[[ RECORDS SUPPLIED open ]]

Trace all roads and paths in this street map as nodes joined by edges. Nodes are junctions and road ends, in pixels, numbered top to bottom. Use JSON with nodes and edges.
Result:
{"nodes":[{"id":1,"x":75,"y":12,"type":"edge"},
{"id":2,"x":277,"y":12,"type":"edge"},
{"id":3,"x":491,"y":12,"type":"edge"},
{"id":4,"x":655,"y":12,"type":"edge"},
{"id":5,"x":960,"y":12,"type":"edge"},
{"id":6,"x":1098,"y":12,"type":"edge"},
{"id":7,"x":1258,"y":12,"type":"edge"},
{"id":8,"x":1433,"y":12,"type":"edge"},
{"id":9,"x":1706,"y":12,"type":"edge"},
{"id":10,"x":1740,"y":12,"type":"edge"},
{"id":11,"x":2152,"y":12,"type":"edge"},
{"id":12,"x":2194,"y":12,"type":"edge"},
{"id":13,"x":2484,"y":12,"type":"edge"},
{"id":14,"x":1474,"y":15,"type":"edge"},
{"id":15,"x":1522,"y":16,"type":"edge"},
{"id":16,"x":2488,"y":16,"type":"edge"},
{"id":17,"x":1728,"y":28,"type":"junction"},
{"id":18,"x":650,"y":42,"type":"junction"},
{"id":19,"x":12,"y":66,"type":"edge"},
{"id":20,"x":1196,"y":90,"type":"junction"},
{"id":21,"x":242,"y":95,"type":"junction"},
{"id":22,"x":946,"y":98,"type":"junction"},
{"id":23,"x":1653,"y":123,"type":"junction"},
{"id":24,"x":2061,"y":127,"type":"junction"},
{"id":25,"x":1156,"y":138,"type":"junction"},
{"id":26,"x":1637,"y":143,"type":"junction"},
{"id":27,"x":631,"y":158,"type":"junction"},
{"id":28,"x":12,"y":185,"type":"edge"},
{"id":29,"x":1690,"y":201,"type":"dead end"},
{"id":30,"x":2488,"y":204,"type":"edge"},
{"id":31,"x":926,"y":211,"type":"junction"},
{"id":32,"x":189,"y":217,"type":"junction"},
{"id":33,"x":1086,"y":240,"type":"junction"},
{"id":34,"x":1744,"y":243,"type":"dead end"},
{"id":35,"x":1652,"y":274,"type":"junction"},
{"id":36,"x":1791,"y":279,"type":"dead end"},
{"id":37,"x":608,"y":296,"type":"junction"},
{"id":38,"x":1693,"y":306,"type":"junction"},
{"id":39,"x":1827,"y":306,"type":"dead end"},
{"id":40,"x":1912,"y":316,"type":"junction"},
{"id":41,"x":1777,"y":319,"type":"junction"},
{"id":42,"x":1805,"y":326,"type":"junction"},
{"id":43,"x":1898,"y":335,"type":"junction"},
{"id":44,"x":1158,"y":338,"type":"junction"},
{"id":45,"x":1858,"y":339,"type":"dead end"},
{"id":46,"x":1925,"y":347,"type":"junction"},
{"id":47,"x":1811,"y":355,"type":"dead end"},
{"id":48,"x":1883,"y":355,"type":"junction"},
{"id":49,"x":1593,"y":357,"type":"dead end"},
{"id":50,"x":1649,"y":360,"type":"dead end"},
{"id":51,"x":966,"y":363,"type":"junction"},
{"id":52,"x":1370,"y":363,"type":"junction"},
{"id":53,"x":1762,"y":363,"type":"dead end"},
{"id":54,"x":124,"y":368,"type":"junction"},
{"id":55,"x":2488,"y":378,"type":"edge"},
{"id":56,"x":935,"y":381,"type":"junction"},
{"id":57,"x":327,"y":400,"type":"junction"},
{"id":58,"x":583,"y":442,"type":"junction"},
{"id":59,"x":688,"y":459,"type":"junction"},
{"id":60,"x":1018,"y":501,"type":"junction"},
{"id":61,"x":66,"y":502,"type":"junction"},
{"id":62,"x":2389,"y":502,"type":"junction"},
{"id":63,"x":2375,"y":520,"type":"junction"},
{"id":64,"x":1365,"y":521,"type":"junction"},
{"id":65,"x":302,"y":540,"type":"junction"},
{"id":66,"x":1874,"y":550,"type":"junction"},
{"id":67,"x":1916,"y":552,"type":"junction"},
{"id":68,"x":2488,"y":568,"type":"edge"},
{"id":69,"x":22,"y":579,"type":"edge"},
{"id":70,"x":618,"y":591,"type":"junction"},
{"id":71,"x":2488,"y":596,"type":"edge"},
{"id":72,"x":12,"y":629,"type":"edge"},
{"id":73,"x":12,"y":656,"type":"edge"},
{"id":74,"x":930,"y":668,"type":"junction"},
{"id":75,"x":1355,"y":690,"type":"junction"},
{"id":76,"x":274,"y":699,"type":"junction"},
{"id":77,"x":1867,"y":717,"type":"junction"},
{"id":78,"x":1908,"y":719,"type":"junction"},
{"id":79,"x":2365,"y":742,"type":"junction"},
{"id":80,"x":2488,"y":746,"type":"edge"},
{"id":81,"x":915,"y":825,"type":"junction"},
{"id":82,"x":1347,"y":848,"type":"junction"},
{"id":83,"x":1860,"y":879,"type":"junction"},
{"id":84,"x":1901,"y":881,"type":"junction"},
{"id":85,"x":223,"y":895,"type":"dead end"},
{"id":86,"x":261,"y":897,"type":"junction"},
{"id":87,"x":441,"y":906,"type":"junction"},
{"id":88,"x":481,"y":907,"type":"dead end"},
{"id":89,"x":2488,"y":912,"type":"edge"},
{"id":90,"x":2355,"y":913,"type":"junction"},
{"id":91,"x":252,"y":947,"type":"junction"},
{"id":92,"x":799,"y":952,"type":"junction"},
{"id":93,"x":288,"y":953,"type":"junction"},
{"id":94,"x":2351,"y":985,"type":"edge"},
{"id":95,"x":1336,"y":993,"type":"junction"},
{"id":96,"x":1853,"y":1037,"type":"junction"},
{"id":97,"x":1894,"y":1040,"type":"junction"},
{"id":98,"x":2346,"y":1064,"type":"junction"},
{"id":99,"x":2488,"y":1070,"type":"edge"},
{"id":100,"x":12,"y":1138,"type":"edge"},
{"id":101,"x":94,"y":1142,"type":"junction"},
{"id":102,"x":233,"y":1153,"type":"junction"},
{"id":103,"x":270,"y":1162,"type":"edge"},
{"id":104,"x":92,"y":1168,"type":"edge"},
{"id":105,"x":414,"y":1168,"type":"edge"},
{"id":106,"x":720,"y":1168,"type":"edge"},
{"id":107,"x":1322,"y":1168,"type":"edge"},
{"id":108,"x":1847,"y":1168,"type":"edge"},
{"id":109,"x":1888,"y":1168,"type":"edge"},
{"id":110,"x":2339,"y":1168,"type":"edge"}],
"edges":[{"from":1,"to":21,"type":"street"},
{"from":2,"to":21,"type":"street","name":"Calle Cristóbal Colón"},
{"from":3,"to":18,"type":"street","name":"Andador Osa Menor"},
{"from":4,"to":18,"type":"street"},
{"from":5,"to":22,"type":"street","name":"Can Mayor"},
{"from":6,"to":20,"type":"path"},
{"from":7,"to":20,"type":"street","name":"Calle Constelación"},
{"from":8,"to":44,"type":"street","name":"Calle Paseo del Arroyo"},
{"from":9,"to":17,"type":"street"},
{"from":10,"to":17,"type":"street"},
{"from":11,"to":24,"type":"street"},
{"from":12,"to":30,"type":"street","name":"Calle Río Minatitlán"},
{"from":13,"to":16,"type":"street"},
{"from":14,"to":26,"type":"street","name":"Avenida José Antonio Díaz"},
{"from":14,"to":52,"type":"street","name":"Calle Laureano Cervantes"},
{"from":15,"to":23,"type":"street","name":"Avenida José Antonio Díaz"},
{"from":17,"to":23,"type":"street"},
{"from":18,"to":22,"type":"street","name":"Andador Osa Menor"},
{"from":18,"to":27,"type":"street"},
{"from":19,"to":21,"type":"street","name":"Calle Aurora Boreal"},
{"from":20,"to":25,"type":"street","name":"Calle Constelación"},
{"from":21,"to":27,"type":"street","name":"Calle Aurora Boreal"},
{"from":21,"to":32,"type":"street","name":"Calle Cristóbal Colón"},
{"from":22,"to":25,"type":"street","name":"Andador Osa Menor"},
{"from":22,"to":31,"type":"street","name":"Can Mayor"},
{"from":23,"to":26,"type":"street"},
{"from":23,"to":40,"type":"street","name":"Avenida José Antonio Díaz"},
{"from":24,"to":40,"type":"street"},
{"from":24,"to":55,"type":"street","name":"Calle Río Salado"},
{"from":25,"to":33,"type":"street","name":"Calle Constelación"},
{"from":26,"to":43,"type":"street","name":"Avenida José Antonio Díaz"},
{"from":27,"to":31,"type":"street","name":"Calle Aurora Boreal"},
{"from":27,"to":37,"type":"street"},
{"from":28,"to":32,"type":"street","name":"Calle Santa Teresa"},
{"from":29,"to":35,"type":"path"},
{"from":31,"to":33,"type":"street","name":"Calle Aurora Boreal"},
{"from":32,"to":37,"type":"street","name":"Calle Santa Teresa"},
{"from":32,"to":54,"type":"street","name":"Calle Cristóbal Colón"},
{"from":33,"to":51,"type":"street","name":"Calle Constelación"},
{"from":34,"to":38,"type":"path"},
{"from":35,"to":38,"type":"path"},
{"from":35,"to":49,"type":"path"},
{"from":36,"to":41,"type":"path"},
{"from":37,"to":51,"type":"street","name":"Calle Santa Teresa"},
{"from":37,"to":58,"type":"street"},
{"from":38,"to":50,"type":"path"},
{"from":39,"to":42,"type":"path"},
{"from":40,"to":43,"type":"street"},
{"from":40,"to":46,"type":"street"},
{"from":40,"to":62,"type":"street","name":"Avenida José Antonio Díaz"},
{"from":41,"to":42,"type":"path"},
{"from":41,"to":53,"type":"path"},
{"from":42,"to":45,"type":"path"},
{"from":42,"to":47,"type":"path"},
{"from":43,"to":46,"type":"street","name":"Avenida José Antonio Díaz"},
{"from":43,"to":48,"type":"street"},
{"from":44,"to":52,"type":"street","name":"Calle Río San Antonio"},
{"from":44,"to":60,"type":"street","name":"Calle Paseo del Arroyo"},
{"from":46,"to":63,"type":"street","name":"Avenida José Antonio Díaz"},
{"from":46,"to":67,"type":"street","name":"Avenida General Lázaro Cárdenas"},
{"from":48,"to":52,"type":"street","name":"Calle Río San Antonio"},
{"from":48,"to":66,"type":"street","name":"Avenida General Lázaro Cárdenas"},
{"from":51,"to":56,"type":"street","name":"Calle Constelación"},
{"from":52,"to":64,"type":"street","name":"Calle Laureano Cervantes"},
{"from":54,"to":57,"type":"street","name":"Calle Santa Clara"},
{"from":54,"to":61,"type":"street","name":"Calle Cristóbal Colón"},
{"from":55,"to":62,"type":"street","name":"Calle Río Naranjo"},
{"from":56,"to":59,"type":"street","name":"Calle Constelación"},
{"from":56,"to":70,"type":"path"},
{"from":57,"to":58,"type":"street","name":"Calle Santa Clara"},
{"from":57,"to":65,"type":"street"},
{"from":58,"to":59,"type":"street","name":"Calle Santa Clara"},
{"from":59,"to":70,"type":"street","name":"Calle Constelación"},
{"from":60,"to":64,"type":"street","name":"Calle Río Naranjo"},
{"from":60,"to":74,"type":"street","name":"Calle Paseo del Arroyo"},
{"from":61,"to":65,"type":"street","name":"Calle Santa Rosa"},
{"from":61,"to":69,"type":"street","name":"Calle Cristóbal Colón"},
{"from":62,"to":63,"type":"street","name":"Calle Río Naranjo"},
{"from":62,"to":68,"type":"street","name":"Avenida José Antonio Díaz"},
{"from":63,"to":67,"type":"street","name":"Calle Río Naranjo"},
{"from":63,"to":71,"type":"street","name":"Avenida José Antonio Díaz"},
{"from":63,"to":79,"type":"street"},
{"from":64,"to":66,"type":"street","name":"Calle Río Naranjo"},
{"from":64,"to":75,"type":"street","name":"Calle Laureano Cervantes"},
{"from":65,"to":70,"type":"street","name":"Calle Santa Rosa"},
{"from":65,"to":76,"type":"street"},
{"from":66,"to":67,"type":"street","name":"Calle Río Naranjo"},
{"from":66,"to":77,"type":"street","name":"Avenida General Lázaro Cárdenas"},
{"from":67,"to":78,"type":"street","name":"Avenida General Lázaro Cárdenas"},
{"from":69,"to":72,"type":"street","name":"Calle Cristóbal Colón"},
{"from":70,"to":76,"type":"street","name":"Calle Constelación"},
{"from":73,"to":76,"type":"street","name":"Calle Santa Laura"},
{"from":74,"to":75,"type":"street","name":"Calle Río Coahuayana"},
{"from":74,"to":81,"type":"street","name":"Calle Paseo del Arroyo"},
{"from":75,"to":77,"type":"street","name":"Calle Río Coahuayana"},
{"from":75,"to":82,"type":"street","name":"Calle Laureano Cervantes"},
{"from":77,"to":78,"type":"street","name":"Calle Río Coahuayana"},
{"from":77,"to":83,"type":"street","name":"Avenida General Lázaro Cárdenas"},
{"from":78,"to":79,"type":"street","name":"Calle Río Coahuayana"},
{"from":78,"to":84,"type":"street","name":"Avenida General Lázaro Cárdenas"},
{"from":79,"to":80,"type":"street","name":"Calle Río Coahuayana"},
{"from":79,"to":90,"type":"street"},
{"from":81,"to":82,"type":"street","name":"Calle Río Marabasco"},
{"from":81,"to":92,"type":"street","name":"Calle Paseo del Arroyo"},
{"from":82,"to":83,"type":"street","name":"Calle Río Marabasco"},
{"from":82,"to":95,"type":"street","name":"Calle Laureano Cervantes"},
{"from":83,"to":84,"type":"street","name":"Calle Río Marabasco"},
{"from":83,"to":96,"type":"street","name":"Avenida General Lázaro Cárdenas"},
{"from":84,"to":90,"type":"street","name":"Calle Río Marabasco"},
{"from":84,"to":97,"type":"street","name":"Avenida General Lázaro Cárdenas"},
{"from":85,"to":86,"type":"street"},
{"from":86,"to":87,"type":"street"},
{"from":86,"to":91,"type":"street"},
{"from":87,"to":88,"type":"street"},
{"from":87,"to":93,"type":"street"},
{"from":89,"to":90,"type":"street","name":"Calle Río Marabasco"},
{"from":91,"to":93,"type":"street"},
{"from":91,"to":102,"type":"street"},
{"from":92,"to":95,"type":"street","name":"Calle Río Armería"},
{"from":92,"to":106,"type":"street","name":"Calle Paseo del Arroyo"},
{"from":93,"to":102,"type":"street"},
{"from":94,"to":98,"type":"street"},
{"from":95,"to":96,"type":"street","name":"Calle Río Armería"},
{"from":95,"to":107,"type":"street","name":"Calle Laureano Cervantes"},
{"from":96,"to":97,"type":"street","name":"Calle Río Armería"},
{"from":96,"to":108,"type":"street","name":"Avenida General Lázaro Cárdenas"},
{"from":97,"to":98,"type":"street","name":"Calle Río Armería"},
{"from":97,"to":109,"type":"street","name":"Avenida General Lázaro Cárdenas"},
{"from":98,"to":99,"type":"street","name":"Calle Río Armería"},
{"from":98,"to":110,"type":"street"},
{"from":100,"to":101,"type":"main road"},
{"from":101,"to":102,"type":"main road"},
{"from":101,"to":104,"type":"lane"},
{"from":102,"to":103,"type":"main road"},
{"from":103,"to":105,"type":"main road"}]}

[[ RECORDS SUPPLIED closed ]]

▶ [INSTRUCTIONS FOR THE TASK]:
Go through the entries and report every line with the string "Naranjo".

▶ [RESPONSE TO THE TASK]:
{"from":55,"to":62,"type":"street","name":"Calle Río Naranjo"},
{"from":60,"to":64,"type":"street","name":"Calle Río Naranjo"},
{"from":62,"to":63,"type":"street","name":"Calle Río Naranjo"},
{"from":63,"to":67,"type":"street","name":"Calle Río Naranjo"},
{"from":64,"to":66,"type":"street","name":"Calle Río Naranjo"},
{"from":66,"to":67,"type":"street","name":"Calle Río Naranjo"},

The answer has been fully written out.